Another effect of anthropogenic or “man-made” climate change is Ocean Acidification (OA). Both historical and ongoing carbon dioxide (CO2) emissions flow from our smokestacks to the atmosphere. As the atmosphere constantly balances itself with the world’s oceans, any excess of CO2 in the air will quickly (in a matter of one to two years) end up in the surface seawater. If it would not be for our oceans sucking up a LOT of CO2, we would be in real trouble. However, because the oceans store such enormous amounts of CO2, the seawater is slowly acidifying.

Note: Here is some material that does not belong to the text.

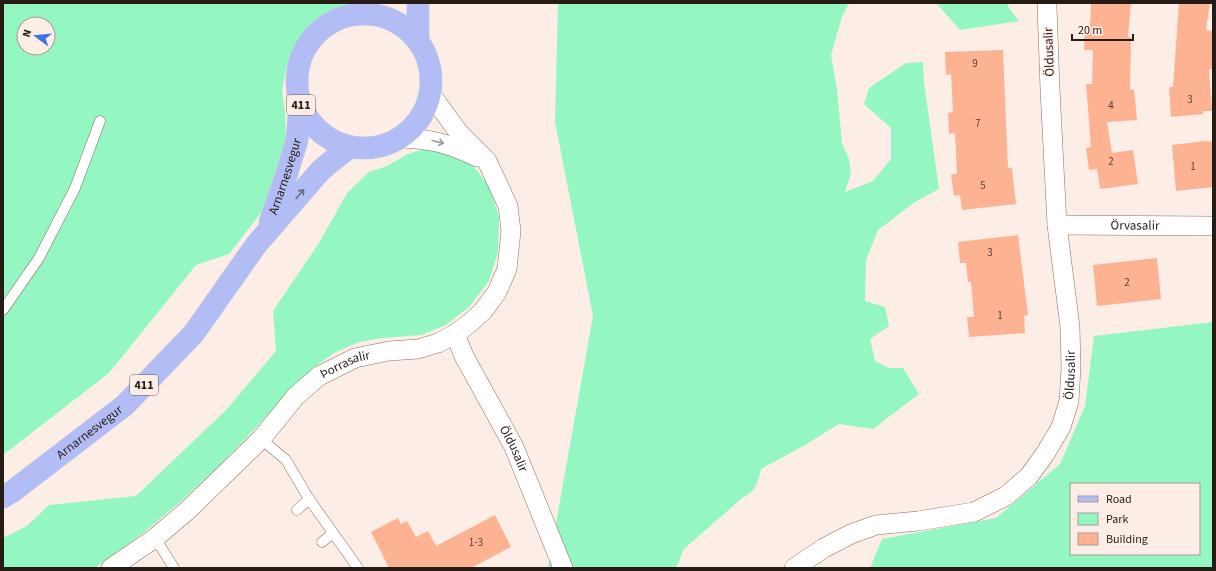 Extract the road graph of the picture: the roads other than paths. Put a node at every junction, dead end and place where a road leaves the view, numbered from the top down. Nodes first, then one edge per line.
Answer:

Marine organisms have adapted and evolved over millions of years and are dependent on the chemistry of the seawater being within certain bounds. It is difficult for them to respond to rapid changes in its chemistry, such as is happening nowadays. Mainly organisms that produce calcium carbonate, those being calcareous body parts, are threatened by Ocean Acidification (OA). Shellfish and corals are among the best known that suffer from OA, but there are many other organisms that are under threat in an ocean that turns acidic ever more rapidly.
As our seas are souring up, Global Warming’s Evil Twin is not only threatening all sorts of marine organisms, it also decreases the ocean’s capacity to take up (more) atmospheric CO2, so effectively diminishing our planet’s self-regulating carbon-storage.